50 000 électrodes made in Maroc
Tout a commencé en 1996 avec l’admission du Maroc au CERN. «Depuis 1996, le Maroc est officiellement membre de la collaboration Atlas au CERN. L’admission du Royaume au sein de cette collaboration est la conséquence du travail de qualité de quelques scientifiques marocains avant 1996», explique le professeur Rajaa Cherkaoui El Moursli, membre correspondant de l’Académie Hassan II des sciences et techniques et membre de la collaboration Atlas au LHC et professeure à l’Université Mohammed V Agdal.
Rajaa Cherkaoui et Houmada Abdeslam qui étaient tous les deux chercheurs à l’université de Grenoble ont eu la lumineuse idée d’associer le Maroc au CERN. Et faire partie du plus grand laboratoire de recherche nucléaire n’est pas une mince affaire. «Le CERN établit des accords avec des pays et des institutions, pas avec des chercheurs. Nous avons alors invité le porte-parole de l’expérience Atlas à l’époque, Peter Jenni au Maroc. Il avait rencontré le ministre de l’enseignement supérieur Driss Khalil, qui avait tout de suite mesuré l’importance de cette collaboration», se rappelle Mme El Moursli. Le Maroc a été admis après un vote unanime des 148 institutions de recherche représentant 33 pays. Un bon point pour le développement de la recherche au pays, mais également pour l’image du Maroc.

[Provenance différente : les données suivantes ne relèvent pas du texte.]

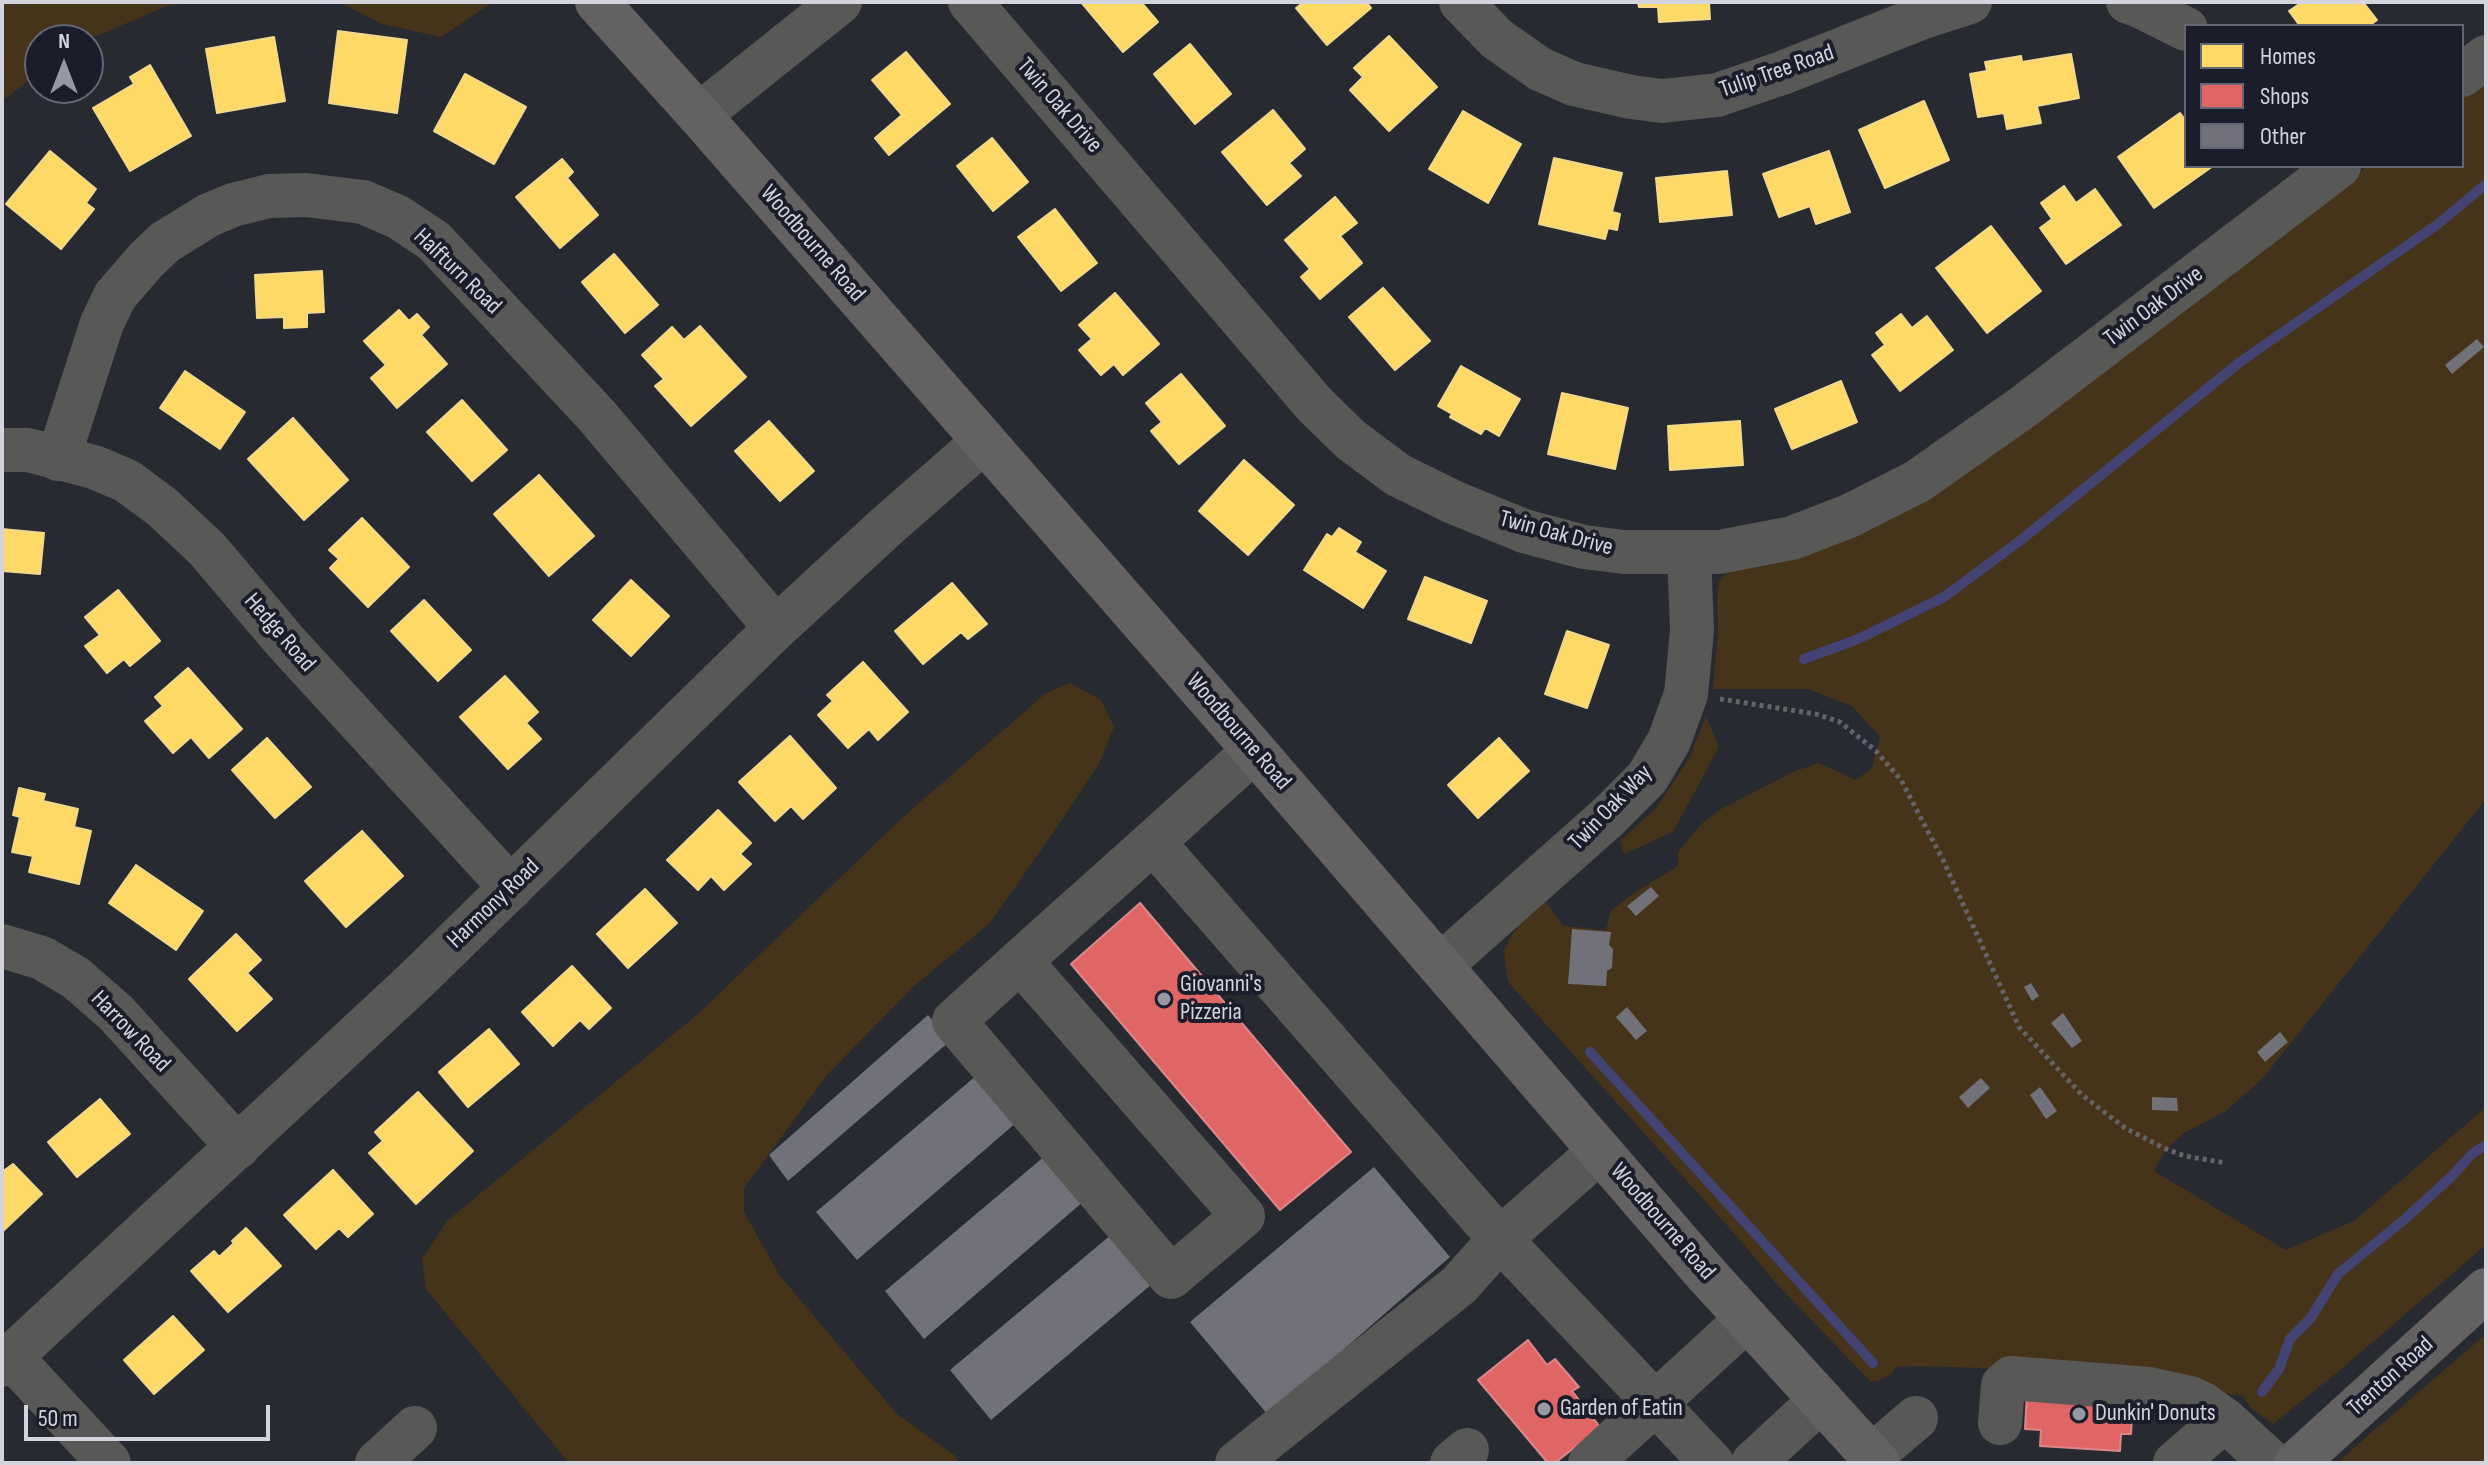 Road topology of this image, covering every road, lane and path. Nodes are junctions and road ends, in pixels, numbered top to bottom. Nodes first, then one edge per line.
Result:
1 (597, 2) edge
2 (840, 2) edge
3 (970, 2) edge
4 (1461, 2) edge
5 (1970, 2) edge
6 (2128, 2) edge
7 (2184, 28) edge
8 (2486, 57) edge
9 (2464, 74) edge
10 (699, 115) junction
11 (2324, 170) edge
12 (984, 441) junction
13 (2, 450) edge
14 (58, 459) junction
15 (1689, 553) junction
16 (776, 628) junction
17 (1686, 694) junction
18 (1254, 751) junction
19 (1153, 842) junction
20 (511, 888) junction
21 (2, 946) edge
22 (1020, 961) junction
23 (1440, 966) junction
24 (238, 1147) junction
25 (1600, 1151) junction
26 (2226, 1163) dead end
27 (1500, 1239) junction
28 (2486, 1290) edge
29 (1747, 1319) junction
30 (6, 1361) edge
31 (1821, 1400) junction
32 (1657, 1404) junction
33 (1916, 1418) dead end
34 (2225, 1420) junction
35 (2000, 1423) dead end
36 (415, 1428) dead end
37 (1875, 1460) edge
38 (109, 1463) edge
39 (377, 1463) edge
40 (1237, 1463) edge
41 (1590, 1463) edge
42 (1712, 1463) edge
43 (1753, 1463) edge
44 (2175, 1463) edge
45 (2272, 1463) edge
46 (2296, 1463) edge

1 - 10 main road, Woodbourne Road
2 - 10 street
3 - 15 street, Twin Oak Drive
4 - 5 street, Tulip Tree Road
6 - 7 street
8 - 9 street
10 - 12 main road, Woodbourne Road
11 - 15 street, Twin Oak Drive
12 - 16 street, Harmony Road
12 - 18 main road, Woodbourne Road
13 - 14 street, Hedge Road
14 - 16 street, Halfturn Road
14 - 20 street, Hedge Road
15 - 17 street, Twin Oak Way
16 - 20 street, Harmony Road
17 - 23 street, Twin Oak Way
17 - 26 path
18 - 19 street
18 - 23 main road, Woodbourne Road
19 - 22 street
19 - 27 street
20 - 24 street, Harmony Road
21 - 24 street, Harrow Road
22 - 22 street
23 - 25 main road, Woodbourne Road
24 - 30 street, Harmony Road
25 - 27 street
25 - 29 main road, Woodbourne Road
27 - 32 street
27 - 40 street
28 - 46 main road, Trenton Road
29 - 31 main road, Woodbourne Road
29 - 32 street
30 - 38 street
31 - 37 main road, Woodbourne Road
31 - 43 street
32 - 41 street
32 - 42 street
33 - 37 street
34 - 35 street
34 - 44 street
34 - 45 street
36 - 39 street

Le Royaume était alors le premier pays arabe et africain à faire partie de cette collaboration. Des physiciens des universités Hassan II Aïn Chock de Casablanca, Mohammed V-Agdal de Rabat, Mohammed Ier d’Oujda, Cadi Ayyad de Marrakech, ainsi que le Centre national de l’énergie des sciences et techniques nucléaires (Cnesten) ont donc eu l’occasion de participer à cette belle aventure scientifique. C’est le pôle de compétences Réseau universitaire de physique des hautes énergies (Ruphe) qui a été l’institution marocaine chargée de ce programme de recherche. Il fallait concrétiser alors la collaboration. Car pour devenir signataire des travaux du CERN, il faut être qualifié. Et pour être qualifié, il faut effectuer un travail précis.

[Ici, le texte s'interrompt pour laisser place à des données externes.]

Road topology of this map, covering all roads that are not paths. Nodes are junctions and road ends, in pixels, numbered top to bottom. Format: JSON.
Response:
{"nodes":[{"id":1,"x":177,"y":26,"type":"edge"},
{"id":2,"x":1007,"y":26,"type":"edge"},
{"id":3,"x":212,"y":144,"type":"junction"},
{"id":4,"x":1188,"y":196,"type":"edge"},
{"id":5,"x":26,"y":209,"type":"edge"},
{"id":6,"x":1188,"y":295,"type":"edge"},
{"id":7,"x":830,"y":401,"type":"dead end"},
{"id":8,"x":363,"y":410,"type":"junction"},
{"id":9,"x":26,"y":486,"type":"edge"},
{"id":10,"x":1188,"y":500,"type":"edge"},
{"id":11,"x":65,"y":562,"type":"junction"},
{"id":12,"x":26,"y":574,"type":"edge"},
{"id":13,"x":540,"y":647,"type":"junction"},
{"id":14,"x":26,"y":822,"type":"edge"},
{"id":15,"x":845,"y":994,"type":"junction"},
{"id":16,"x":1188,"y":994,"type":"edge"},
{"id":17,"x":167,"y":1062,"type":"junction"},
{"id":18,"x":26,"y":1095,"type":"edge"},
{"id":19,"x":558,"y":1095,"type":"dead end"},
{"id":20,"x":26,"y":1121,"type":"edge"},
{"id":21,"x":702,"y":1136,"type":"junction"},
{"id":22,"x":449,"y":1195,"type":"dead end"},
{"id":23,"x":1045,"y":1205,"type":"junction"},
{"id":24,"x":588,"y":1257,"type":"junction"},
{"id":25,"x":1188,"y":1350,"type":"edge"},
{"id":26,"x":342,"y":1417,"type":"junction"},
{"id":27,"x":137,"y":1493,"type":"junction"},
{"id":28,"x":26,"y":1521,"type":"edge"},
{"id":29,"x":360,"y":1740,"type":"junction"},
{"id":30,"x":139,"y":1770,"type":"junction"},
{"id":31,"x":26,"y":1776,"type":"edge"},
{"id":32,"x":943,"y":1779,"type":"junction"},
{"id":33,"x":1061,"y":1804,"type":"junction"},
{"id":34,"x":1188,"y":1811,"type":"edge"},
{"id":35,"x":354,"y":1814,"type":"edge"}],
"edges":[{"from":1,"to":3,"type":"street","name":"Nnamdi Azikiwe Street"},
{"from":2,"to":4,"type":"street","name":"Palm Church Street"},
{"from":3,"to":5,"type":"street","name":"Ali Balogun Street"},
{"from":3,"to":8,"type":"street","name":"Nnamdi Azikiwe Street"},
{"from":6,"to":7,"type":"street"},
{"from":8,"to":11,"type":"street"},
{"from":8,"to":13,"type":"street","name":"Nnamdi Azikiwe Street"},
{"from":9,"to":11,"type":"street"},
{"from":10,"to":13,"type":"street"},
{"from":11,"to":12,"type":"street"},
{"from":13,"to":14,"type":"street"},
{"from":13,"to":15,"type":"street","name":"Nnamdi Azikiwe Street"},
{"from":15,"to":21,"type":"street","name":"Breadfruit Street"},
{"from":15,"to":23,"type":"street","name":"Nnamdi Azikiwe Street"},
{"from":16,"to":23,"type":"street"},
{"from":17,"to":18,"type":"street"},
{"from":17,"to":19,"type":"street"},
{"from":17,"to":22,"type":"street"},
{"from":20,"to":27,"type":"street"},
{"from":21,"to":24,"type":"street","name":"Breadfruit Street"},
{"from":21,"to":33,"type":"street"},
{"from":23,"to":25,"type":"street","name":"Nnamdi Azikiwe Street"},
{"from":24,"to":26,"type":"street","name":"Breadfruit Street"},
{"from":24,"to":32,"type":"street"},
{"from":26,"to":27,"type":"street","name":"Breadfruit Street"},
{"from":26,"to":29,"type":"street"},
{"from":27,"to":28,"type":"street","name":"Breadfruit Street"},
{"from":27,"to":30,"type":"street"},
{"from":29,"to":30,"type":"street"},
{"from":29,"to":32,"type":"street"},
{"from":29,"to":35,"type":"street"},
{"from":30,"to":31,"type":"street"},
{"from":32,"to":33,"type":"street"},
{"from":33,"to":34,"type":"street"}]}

Entre 1996 et 2003, des équipes marocaines vont effectuer un travail colossal : participer à la construction d’un détecteur du LHC d’Atlas en collaboration avec le laboratoire de physique subatomique et de cosmologie (LPSC) de Grenoble et le Royal Institute of technologie de Stockholm. Plus de 50 000 électrodes ont été réalisées par des chercheurs des Facultés des sciences de Casablanca et de Rabat et les ingénieurs du Cnesten. «Des électrodes ont été conçues, soudées et testées au Maroc. C’était une expérience très innovante pour les chercheurs et les étudiants marocains qui ont ainsi bénéficié d’un transfert de savoir et de technologies nouvelles», se souvient encore Mme El Moursli. Des dizaines de jeunes étudiants ont ainsi été formés dans des disciplines de pointe comme la microélectronique, l’automatisation des systèmes de contrôle de qualité ainsi qu’en informatique. Depuis, des équipes marocaines se succèdent au CERN afin de participer à l’acquisition des données.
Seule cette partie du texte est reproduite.